Researchers from the Annenberg Innovation Lab spoke on a panel at the 2014 Digital Hollywood fall conference on Oct. 21 to discuss “re-imagining the entertainment Industry” through assessing the “spreadability” of content, looking at how fans engage with content and utilizing new platforms for storytelling. The Digital Hollywood conference, held at the Ritz Carlton Hotel in Marina del Rey, brings together entertainment and technology professionals and top executives to discuss industry developments and trends. Annenberg Innovation Lab director Jonathan Taplin, Professor Henry Jenkins, lab creative director and research fellow Erin Reilly, and lab technical director and research fellow Geoffrey Long presented research from the Lab’s Edison Project, created to observe trends and disruptions in the media and entertainment business, to a room full of industry professionals and hopefuls.
The panelists’ view — as Taplin put it — is that “this should be the greatest time in the history of the media and entertainment business.” Taplin pointed out that in the past, there has always been a “gatekeeper” between the content creators and the customers, but with companies moving forward with their own content distribution applications — most recently HBO, ESPN and CBS — they can now “talk directly to their customers.” “We’re shifting from a world of distribution to one where circulation plays an ever more active role,” Jenkins said, adding that circulation is determined in large part by the fans and their ever-increasing engagement with media content.
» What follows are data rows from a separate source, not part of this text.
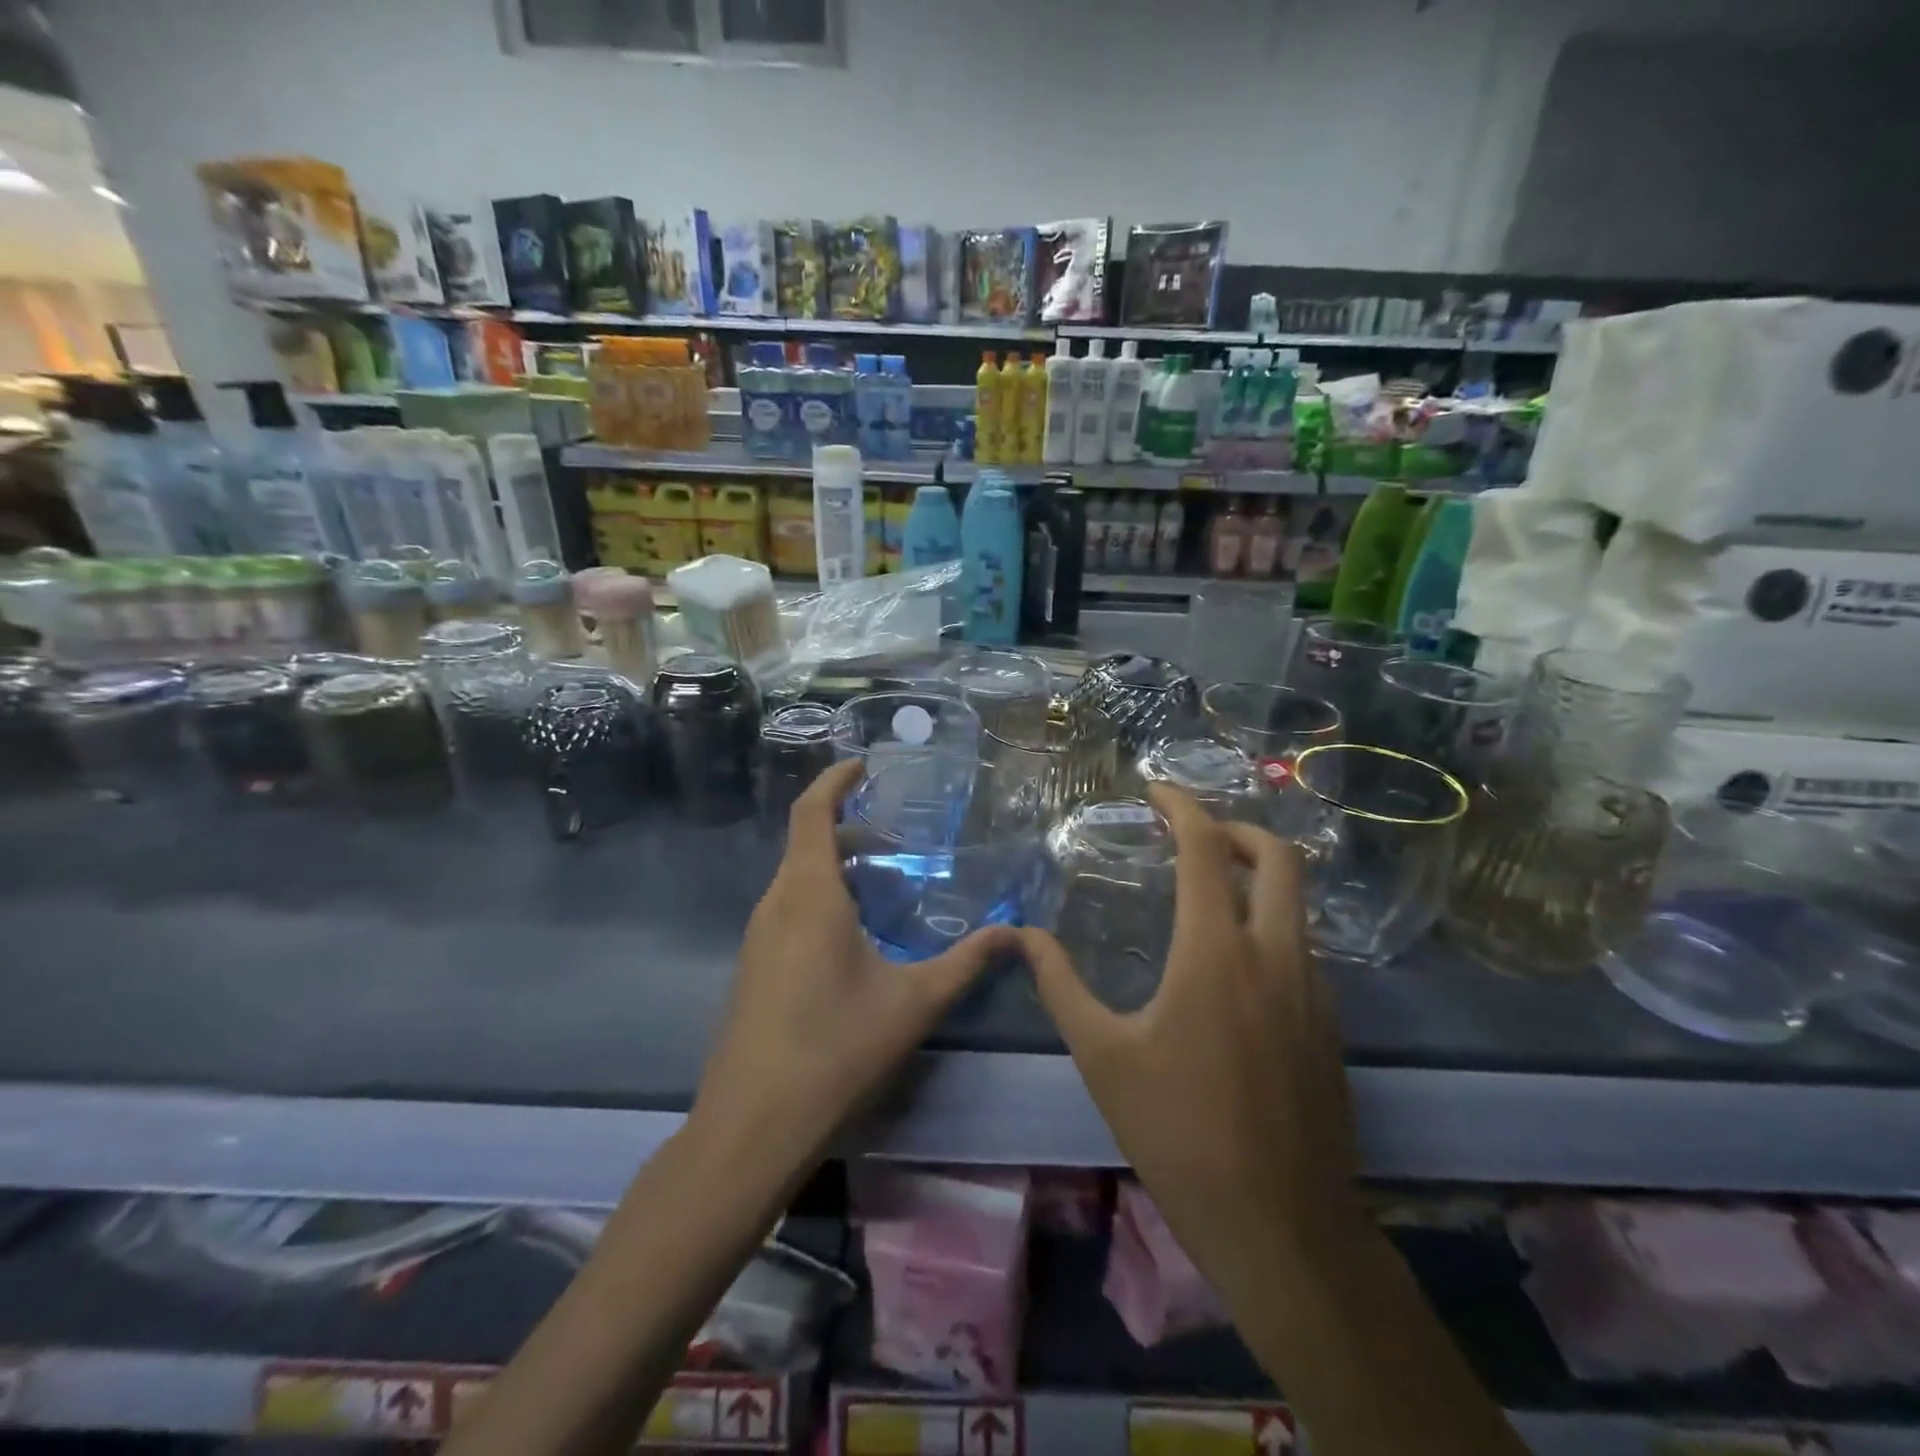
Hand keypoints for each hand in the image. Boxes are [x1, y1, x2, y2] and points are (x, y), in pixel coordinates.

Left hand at [692, 758, 1016, 1176]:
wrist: (752, 1126)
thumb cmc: (836, 1048)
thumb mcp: (914, 1002)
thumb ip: (967, 962)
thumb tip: (1015, 933)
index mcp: (808, 894)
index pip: (811, 812)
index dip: (834, 780)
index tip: (863, 764)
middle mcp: (776, 904)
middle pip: (805, 843)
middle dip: (847, 825)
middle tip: (896, 830)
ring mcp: (758, 938)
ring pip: (797, 879)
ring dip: (835, 864)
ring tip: (885, 877)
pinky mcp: (754, 968)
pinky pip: (789, 909)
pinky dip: (822, 897)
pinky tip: (856, 933)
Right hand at [1021, 785, 1363, 1273]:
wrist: (1280, 1225)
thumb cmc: (1178, 1132)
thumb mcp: (1103, 1055)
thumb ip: (1060, 984)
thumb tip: (1021, 936)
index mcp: (1215, 952)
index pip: (1205, 849)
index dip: (1182, 806)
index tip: (1156, 790)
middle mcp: (1274, 955)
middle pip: (1279, 856)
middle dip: (1236, 828)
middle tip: (1193, 833)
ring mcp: (1313, 989)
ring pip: (1297, 902)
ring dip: (1257, 876)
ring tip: (1207, 889)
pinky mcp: (1329, 1024)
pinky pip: (1302, 946)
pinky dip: (1269, 923)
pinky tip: (1232, 962)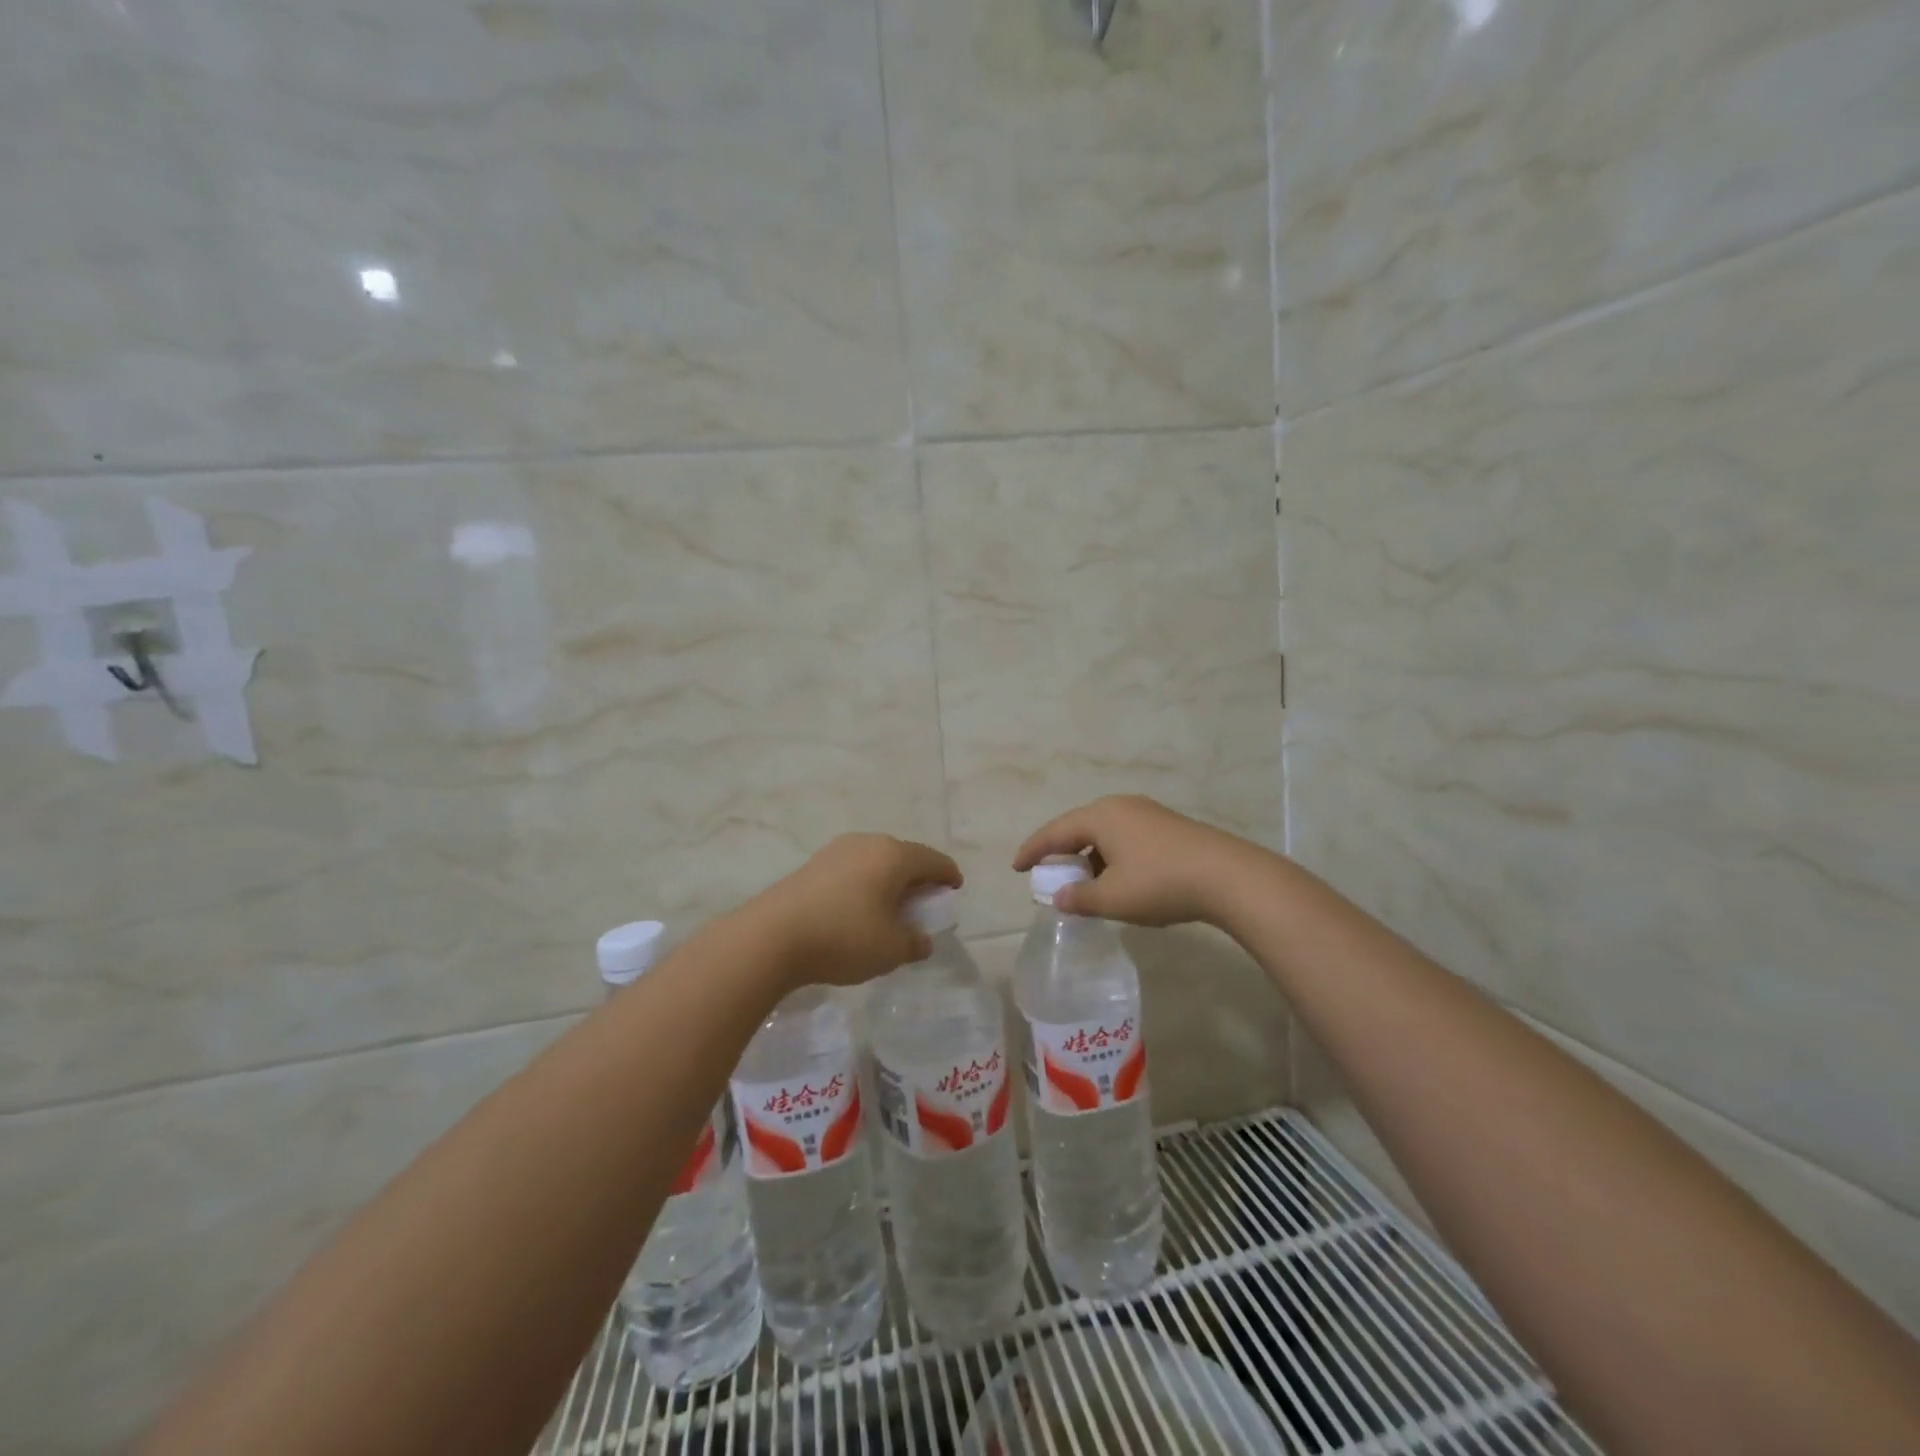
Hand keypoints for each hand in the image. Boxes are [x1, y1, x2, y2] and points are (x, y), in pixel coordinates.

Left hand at [745, 833, 962, 988]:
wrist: (772, 937)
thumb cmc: (844, 937)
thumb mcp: (892, 950)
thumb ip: (915, 943)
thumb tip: (920, 939)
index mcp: (895, 856)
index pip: (934, 860)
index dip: (949, 876)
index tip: (954, 891)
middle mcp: (868, 843)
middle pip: (905, 857)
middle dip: (918, 879)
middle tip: (923, 904)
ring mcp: (837, 851)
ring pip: (876, 862)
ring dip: (889, 882)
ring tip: (890, 909)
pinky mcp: (813, 865)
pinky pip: (853, 870)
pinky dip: (865, 885)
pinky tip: (858, 911)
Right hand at [1012, 795, 1258, 926]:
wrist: (1228, 877)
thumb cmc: (1160, 883)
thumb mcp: (1113, 898)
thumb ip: (1080, 898)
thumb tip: (1060, 898)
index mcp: (1100, 816)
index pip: (1055, 832)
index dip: (1033, 850)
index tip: (1016, 867)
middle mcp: (1121, 806)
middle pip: (1080, 827)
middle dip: (1061, 851)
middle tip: (1046, 872)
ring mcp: (1147, 813)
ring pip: (1105, 833)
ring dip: (1089, 856)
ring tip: (1083, 881)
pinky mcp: (1168, 826)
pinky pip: (1126, 837)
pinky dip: (1112, 856)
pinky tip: (1119, 879)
A big part of the Edison Project’s research is figuring out how the entertainment companies can leverage this engagement to foster what Jenkins calls “spreadability.”
“Spreadability is that capacity of content to be taken from one place to the other, to be inserted in conversations and for those conversations to begin to accrue value and meaning,” Jenkins said. He uses “spreadability” in place of the widely-used term “viral.” Describing content as viral “implies a model of infection” and likens it to a virus that one infected person passes on to all their friends, Jenkins said. “That’s not a really helpful way of thinking about all the decisions we make on a daily basis of all the media that passes through our inbox,” Jenkins said, adding that the choices people make in terms of attaching themselves to content and sharing content matter. He cited Susan Boyle’s 2009 rise to fame as an example. She gained notoriety while on “Britain’s Got Talent” — a show that was “not designed for the U.S market.” But, videos of her performances were pirated, uploaded to YouTube and shared across the internet. Her popularity resulted in her album becoming Amazon’s best-selling album for that year. Another example is the popularity of Korean pop music in the U.S., brought on by Psy’s “Gangnam Style” in 2012. Jenkins said that this reflects a trend toward “young people seeking diversity,” but also the growth in “grass roots” circulation — which relies on bottom-up, individual decisions about spreading content.
“Grassroots circulation was anticipated to be much smaller scale, more niched, more dispersed than broadcast circulation,” Jenkins said. “Instead, we’re starting to see numbers that suggest quite the opposite.” He added that people should anticipate a media environment driven primarily by circulation because the public, the fans, now decides what content gets local and national attention, as well as economic value. As such, the lab has also examined fan behavior. Most recently, they looked at engagement by sports fans — specifically soccer fans during the World Cup. Through interviewing fans, gathering big data from social media and conducting a global survey, they were able to begin reframing fan engagement. According to Reilly, people can no longer be segmented into marketing demographics, such as age or gender, so rather than looking at individual behavior, they looked at the behavior of fan communities. This led them to what they call the Eight Logics of Engagement: social connection, entertainment, advocacy, pride, play, mastery, immersion, and identification.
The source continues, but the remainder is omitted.